Davanti ai giudici popolari e ai togati ci sono gli avvocati. I difensori dei tre imputati, dietro quelli di parte civile. Non c’è spazio a quel lungo banco che occupa orizzontalmente quasi tutta l’aula per i tre arrestati. Per questo, dopo trent’anni, gli agenti della polizia penitenziaria che gli hanno scortati in aula chiedono che venga riaperta la gabbia. Non succedeva da trent’anni.

Separati, immobili, distanti

Si siedono separati, immobili Klodjan Gjonj, difeso dagli avvocati Riccardo Lottini e Alessio Bianchini, Emre Kaja, difeso da Romano Lombardi e Ozgur Bozgur difeso dall’avvocato Massimiliano Arcioni e Claudio Cardoso. Le regole sono chiare: non possono parlare tra loro.

Gjoni è in prima fila, per la prima volta in aula: resta chino in avanti per tutta l’udienza, ascolta, guarda.

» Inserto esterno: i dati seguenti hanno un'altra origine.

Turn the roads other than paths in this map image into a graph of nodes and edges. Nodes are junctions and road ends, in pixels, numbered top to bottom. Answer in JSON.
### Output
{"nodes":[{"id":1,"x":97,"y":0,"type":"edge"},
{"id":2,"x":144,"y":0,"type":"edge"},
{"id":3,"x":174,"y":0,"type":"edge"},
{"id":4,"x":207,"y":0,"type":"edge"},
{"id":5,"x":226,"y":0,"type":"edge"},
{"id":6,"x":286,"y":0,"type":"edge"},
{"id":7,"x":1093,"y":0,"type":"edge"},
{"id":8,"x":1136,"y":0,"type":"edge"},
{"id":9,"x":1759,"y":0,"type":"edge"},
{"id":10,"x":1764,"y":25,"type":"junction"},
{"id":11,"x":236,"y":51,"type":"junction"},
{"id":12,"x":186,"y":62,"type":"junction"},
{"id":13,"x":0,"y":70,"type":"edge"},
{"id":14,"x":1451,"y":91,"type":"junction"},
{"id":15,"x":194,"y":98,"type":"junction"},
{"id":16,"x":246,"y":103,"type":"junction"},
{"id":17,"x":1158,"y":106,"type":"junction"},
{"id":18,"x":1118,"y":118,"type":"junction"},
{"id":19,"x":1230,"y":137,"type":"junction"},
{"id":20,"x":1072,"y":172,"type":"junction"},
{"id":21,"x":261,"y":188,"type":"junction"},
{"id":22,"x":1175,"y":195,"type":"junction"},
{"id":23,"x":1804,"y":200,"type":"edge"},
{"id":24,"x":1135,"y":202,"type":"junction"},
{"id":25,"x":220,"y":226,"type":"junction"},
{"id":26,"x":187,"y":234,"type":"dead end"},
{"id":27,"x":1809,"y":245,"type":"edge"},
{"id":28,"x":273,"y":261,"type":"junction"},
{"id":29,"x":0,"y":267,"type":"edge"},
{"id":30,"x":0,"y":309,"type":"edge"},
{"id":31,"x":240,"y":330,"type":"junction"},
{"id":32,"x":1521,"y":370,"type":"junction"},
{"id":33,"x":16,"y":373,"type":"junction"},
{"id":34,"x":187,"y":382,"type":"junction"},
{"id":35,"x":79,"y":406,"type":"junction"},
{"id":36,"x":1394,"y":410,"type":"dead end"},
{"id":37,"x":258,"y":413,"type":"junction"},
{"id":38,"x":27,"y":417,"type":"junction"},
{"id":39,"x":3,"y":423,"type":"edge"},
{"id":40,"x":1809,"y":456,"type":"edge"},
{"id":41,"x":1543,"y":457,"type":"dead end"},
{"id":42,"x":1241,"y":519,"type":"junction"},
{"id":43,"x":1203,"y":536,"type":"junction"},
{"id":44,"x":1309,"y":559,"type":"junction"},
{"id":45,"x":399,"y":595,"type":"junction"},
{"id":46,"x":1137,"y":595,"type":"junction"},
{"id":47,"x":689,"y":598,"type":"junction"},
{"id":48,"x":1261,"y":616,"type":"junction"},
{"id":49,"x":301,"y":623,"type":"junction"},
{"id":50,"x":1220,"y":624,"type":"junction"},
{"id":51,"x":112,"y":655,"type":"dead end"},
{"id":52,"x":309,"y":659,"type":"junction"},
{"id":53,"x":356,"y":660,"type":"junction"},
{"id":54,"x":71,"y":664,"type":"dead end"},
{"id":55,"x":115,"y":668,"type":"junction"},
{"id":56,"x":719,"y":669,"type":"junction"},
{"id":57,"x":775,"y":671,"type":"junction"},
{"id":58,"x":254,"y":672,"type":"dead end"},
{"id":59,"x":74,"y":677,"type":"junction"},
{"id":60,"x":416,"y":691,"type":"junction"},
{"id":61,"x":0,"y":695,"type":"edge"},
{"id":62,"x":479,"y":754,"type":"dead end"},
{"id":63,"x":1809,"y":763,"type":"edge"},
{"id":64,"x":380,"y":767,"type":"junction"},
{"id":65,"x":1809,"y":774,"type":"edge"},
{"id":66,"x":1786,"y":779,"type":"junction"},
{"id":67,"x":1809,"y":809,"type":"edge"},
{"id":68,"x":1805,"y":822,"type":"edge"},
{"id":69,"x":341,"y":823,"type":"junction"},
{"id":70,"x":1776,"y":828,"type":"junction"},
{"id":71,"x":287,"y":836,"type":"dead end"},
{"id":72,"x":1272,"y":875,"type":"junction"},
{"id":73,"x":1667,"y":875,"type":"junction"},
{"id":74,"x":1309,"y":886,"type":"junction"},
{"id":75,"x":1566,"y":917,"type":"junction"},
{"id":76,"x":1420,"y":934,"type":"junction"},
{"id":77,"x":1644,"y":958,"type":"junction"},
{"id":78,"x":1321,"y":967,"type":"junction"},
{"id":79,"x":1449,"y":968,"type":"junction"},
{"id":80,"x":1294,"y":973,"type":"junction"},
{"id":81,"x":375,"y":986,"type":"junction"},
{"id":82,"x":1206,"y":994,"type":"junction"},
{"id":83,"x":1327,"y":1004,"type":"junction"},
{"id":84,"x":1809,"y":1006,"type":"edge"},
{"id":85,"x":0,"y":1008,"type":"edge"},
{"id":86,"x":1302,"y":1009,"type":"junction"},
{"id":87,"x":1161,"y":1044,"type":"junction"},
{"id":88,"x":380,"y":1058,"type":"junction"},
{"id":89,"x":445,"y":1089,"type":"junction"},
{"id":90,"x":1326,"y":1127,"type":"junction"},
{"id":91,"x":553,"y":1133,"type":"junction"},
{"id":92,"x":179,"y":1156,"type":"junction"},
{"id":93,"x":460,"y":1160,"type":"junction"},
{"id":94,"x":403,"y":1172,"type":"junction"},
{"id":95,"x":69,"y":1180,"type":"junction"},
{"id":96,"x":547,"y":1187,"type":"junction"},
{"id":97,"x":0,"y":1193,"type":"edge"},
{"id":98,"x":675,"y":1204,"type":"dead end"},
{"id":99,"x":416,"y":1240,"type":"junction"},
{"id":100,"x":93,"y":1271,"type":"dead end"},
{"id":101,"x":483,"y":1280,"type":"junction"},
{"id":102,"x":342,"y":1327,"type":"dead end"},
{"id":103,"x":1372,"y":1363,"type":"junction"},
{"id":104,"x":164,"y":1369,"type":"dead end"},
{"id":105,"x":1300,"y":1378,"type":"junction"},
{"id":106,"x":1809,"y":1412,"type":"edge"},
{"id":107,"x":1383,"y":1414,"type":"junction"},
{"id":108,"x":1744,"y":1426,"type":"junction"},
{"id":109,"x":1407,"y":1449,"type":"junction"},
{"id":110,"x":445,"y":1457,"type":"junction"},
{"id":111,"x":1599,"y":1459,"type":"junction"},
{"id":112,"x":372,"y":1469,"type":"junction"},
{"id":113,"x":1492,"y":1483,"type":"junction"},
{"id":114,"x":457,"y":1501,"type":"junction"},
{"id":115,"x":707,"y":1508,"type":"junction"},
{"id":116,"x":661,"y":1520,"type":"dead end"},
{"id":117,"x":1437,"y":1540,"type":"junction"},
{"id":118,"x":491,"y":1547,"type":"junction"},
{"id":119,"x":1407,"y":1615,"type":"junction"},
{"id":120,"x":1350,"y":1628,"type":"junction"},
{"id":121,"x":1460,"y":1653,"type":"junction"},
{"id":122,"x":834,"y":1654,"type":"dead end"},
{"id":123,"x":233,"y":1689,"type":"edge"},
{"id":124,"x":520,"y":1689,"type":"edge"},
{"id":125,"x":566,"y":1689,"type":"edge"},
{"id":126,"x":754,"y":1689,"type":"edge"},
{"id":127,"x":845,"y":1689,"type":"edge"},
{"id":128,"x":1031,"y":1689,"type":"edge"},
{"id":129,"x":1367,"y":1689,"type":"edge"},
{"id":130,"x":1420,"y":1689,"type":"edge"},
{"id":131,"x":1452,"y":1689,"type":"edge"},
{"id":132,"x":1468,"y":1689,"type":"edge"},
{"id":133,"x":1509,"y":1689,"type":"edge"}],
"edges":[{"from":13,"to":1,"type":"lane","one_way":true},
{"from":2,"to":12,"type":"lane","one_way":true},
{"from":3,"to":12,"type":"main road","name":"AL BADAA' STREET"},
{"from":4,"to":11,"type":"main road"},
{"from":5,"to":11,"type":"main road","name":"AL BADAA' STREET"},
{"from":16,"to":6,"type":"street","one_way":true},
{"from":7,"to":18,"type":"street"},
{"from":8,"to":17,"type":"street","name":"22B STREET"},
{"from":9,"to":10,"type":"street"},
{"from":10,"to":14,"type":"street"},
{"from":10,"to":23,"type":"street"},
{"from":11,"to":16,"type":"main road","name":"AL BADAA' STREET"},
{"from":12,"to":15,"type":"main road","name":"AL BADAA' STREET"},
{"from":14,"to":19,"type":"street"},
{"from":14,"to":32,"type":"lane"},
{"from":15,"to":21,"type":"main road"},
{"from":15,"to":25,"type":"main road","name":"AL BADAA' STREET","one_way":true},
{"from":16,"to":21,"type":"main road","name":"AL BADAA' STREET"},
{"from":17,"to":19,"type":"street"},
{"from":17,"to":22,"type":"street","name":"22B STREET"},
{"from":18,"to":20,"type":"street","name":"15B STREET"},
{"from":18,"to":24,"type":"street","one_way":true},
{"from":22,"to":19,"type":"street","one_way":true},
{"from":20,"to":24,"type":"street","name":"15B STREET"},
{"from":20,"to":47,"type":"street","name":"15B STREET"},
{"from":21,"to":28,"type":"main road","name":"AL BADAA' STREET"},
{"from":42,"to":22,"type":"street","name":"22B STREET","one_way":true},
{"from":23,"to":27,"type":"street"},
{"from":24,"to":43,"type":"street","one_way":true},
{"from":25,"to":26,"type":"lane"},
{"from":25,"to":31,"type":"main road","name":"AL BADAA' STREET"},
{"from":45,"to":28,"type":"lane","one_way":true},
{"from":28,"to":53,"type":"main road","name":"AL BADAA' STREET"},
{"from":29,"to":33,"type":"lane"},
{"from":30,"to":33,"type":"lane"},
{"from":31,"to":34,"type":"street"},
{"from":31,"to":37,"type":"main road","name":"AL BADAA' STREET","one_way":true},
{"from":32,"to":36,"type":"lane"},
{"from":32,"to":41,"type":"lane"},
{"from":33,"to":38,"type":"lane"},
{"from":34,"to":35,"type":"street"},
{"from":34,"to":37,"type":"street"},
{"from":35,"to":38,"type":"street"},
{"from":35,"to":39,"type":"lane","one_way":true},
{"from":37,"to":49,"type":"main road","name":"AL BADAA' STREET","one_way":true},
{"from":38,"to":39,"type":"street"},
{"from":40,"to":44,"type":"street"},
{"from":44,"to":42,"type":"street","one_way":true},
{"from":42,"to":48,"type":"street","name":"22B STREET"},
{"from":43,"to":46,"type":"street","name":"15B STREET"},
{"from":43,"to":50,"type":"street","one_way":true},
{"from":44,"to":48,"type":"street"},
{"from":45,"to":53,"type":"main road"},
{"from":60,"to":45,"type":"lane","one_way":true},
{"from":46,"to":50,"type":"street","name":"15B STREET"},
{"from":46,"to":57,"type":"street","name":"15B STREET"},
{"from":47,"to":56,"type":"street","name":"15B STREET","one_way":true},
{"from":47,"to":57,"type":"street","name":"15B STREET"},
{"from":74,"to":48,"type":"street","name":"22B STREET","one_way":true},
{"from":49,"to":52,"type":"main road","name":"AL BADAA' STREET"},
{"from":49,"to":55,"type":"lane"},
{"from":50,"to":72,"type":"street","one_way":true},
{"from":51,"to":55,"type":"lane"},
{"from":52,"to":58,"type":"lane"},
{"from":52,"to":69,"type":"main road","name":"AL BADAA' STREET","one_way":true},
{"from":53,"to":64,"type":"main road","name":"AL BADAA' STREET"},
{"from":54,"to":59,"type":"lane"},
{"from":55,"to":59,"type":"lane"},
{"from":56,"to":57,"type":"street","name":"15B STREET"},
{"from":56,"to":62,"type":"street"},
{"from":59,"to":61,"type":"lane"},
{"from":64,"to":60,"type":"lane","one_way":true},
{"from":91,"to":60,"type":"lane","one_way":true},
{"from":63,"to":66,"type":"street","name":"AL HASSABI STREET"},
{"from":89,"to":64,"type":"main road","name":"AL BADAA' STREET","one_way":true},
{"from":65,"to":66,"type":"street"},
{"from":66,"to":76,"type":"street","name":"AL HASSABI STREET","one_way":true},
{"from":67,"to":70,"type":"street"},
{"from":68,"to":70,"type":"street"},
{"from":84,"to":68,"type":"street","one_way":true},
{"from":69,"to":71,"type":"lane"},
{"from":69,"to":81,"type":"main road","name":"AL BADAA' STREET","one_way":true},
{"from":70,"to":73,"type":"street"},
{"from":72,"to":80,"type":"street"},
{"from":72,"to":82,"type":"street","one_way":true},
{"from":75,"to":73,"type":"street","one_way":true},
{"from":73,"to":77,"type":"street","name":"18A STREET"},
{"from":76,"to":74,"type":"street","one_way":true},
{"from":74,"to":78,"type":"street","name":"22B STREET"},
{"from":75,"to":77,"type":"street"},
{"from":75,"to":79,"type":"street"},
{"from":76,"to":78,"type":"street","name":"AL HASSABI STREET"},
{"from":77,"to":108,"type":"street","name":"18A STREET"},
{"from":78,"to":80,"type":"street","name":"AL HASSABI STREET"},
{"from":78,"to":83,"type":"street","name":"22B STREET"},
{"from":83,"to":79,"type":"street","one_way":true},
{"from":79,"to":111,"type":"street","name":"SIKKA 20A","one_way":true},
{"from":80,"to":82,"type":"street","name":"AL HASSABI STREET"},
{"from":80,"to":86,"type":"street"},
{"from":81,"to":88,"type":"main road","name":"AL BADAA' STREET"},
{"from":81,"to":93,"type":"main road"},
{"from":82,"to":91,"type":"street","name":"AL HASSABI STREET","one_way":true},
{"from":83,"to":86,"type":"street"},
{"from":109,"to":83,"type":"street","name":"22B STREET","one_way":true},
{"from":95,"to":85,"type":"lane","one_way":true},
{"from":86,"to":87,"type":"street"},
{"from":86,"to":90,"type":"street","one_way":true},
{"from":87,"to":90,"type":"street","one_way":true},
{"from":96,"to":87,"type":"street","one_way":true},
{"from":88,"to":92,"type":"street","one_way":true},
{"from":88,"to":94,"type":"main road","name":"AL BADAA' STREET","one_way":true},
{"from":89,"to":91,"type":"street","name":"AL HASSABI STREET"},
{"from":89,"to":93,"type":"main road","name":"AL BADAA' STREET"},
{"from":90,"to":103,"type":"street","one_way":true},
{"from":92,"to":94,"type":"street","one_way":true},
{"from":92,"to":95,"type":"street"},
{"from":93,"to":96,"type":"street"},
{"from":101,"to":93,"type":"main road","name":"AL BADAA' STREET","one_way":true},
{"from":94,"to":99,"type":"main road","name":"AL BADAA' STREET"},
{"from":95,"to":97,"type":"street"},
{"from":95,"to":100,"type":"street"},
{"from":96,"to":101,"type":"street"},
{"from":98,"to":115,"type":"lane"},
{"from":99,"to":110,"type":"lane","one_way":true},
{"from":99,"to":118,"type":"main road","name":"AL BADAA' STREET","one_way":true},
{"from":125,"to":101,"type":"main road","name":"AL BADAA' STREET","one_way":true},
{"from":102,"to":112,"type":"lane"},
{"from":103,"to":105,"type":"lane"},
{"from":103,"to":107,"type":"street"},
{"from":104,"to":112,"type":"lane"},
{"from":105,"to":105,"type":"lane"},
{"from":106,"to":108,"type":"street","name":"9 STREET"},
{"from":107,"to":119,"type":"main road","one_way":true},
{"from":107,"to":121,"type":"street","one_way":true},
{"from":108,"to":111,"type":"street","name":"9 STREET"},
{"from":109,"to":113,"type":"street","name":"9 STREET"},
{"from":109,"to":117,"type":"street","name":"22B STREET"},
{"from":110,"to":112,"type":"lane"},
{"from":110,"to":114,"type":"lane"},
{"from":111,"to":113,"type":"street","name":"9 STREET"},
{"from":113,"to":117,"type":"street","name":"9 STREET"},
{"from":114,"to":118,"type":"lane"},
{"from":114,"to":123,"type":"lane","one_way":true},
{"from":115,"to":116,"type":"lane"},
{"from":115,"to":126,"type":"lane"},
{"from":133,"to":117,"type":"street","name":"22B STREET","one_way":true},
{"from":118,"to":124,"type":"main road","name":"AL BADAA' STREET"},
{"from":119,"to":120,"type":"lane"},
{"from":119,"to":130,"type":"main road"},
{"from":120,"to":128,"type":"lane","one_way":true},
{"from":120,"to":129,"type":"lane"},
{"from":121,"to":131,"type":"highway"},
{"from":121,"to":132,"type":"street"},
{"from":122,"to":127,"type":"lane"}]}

Bozkurt invece è a braccia conserte, Emre è seduto dietro di loro. Fuori dalla gabbia, accanto a lui, l’interprete: il ragazzo, il più giovane dei tre, non parla italiano. 

La corte d’assise del processo

Pochi metri li separano dal dolore di una famiglia distrutta. Dal padre di Nicolas Matias Del Rio, che ascolta il controesame del luogotenente carica speciale della prima sezione investigativa dei carabinieri di Grosseto Giampiero Bagnati. Durante l’ultima udienza, era toccato a lui raccontare l’orrore, il ritrovamento del cadavere, far vedere le immagini di quello strazio senza fine.

Mercoledì 29 ottobre tocca di nuovo a lui specificare, entrare nel dettaglio, spiegare, rispondere ai dubbi rimasti agli avvocati degli imputati e a quelli della parte civile, oltre che ai giudici. 

 

Quelle ore buie del 23 maggio: cellulari spenti e auto nascosta

Nell’udienza del 29 ottobre è ripreso il controesame di Giampiero Bagnati, che ha ripercorso minuziosamente elementi già emersi nelle precedenti ricostruzioni. Come le immagini restituite dalla telecamere di videosorveglianza che si trovano lungo le strade percorse dai tre, o l’utilizzo che hanno fatto gli imputati dei telefoni. 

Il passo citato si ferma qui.